From: Haris Okanovic <haris.okanovic@ni.com>
Date: Wed, 19 Apr 2023 17:41:30 +0200
Subject: [PATCH] tpm_tis: fix stall after iowrite*()s

ioread8() operations to TPM MMIO addresses can stall the CPU when
immediately following a sequence of iowrite*()'s to the same region.

For example, cyclitest measures ~400us latency spikes when a non-RT
usermode application communicates with an SPI-based TPM chip (Intel Atom
E3940 system, PREEMPT_RT kernel). The spikes are caused by a
stalling ioread8() operation following a sequence of 30+ iowrite8()s to
the same address. I believe this happens because the write sequence is
buffered (in CPU or somewhere along the bus), and gets flushed on the
first LOAD instruction (ioread*()) that follows.

The enclosed change appears to fix this issue: read the TPM chip's
access register (status code) after every iowrite*() operation to
amortize the cost of flushing data to chip across multiple instructions.

Signed-off-by: Haris Okanovic <haris.okanovic@ni.com>
Link: https://lore.kernel.org/r/20230323153436.B2SATnZV@linutronix.de
Reviewed-by: Jarkko Sakkinen <jarkko@kernel.org>
Link: https://lore.kernel.org/r/20230419154130.b392MbTl@linutronix.de
Signed-off-by: Sebastian Andrzej Siewior <bigeasy@linutronix.de>
---
 drivers/char/tpm/tpm_tis.c |   43 +++++++++++++++++++++++++++++++++++++++++--
 1 file changed, 41 insertions(+), 2 deletions(-)
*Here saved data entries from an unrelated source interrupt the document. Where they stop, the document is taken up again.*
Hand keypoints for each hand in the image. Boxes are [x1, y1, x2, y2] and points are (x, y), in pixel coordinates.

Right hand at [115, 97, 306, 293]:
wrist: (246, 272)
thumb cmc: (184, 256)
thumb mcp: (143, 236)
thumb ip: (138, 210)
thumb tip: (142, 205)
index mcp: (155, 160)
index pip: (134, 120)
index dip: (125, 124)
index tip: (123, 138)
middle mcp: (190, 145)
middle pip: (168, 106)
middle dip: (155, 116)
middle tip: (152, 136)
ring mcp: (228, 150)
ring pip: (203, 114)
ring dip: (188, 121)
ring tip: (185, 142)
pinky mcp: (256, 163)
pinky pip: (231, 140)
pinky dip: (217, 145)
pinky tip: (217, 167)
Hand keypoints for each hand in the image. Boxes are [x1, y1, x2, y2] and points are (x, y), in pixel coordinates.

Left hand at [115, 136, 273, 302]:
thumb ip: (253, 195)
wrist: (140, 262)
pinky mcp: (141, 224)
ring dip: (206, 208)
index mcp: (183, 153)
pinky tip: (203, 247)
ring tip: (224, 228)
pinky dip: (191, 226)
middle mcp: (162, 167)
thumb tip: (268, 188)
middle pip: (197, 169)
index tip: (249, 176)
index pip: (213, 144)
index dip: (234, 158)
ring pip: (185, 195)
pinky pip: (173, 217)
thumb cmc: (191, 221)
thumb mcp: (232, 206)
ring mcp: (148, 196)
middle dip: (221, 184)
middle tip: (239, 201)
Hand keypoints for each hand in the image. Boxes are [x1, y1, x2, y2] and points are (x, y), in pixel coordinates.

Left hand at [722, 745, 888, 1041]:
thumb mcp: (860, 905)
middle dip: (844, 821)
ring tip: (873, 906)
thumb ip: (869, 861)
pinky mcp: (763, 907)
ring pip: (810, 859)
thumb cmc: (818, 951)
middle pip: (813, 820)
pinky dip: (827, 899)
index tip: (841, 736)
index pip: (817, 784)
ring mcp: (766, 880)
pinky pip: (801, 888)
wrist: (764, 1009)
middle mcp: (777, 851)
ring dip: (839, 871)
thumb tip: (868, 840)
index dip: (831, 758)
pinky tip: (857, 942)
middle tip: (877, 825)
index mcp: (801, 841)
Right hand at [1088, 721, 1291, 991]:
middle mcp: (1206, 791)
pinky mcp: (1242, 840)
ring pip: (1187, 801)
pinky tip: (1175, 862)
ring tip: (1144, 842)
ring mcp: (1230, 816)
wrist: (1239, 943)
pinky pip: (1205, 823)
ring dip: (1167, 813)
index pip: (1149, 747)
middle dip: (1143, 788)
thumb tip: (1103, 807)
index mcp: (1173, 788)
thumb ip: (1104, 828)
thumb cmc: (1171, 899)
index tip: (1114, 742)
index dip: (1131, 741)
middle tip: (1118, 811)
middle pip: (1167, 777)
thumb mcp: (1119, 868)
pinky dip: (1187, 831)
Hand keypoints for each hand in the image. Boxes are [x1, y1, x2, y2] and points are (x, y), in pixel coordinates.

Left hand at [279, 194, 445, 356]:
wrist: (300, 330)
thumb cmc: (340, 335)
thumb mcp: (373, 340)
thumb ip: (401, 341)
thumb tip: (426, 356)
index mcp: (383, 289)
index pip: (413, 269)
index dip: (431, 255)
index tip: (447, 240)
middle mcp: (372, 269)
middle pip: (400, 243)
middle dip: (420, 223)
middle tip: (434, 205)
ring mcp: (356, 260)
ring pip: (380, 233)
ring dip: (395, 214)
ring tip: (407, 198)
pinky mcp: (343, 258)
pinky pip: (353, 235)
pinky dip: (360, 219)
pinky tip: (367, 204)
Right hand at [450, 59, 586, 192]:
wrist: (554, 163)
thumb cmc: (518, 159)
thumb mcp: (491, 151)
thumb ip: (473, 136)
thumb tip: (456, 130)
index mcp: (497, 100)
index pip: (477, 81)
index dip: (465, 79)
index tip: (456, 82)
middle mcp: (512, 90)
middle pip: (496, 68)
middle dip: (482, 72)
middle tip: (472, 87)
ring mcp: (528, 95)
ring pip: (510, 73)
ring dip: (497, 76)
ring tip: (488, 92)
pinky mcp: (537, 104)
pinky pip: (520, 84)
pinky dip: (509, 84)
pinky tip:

Index: linux-6.3.0-rt11/drivers/char/tpm/tpm_tis.c
===================================================================
@ linux-6.3.0-rt11/drivers/char/tpm/tpm_tis.c:53 @ static inline struct tpm_tis_tcg_phy *to
 	return container_of(data, struct tpm_tis_tcg_phy, priv);
 }
 
+#ifdef CONFIG_PREEMPT_RT
+/*
+ * Flush previous write operations with a dummy read operation to the
+ * TPM MMIO base address.
+ */
+static inline void tpm_tis_flush(void __iomem *iobase)
+{
+	ioread8(iobase + TPM_ACCESS(0));
+}
+#else
+#define tpm_tis_flush(iobase) do { } while (0)
+#endif
+
+/*
+ * Write a byte word to the TPM MMIO address, and flush the write queue.
+ * The flush ensures that the data is sent immediately over the bus and not
+ * aggregated with further requests and transferred later in a batch. The large
+ * write requests can lead to unwanted latency spikes by blocking the CPU until
+ * the complete batch has been transferred.
+ */
+static inline void tpm_tis_iowrite8(u8 b, void __iomem *iobase, u32 addr)
+{
+	iowrite8(b, iobase + addr);
+	tpm_tis_flush(iobase);
+}
+
+/*
+ * Write a 32-bit word to the TPM MMIO address, and flush the write queue.
+ * The flush ensures that the data is sent immediately over the bus and not
+ * aggregated with further requests and transferred later in a batch. The large
+ * write requests can lead to unwanted latency spikes by blocking the CPU until
+ * the complete batch has been transferred.
+ */
+static inline void tpm_tis_iowrite32(u32 b, void __iomem *iobase, u32 addr)
+{
+	iowrite32(b, iobase + addr);
+	tpm_tis_flush(iobase);
+}
+
 static int interrupts = -1;
 module_param(interrupts, int, 0444);
 MODULE_PARM_DESC(interrupts, "Enable interrupts");
@ linux-6.3.0-rt11/drivers/char/tpm/tpm_tis.c:228 @ static int tpm_tcg_write_bytes(struct tp
 	switch (io_mode) {
 	case TPM_TIS_PHYS_8:
 		while (len--)
-			iowrite8(*value++, phy->iobase + addr);
+			tpm_tis_iowrite8(*value++, phy->iobase, addr);
 		break;
 	case TPM_TIS_PHYS_16:
 		return -EINVAL;
 	case TPM_TIS_PHYS_32:
-		iowrite32(le32_to_cpu(*((__le32 *)value)), phy->iobase + addr);
+		tpm_tis_iowrite32(le32_to_cpu(*((__le32 *)value)), phy->iobase, addr);
 		break;
 	}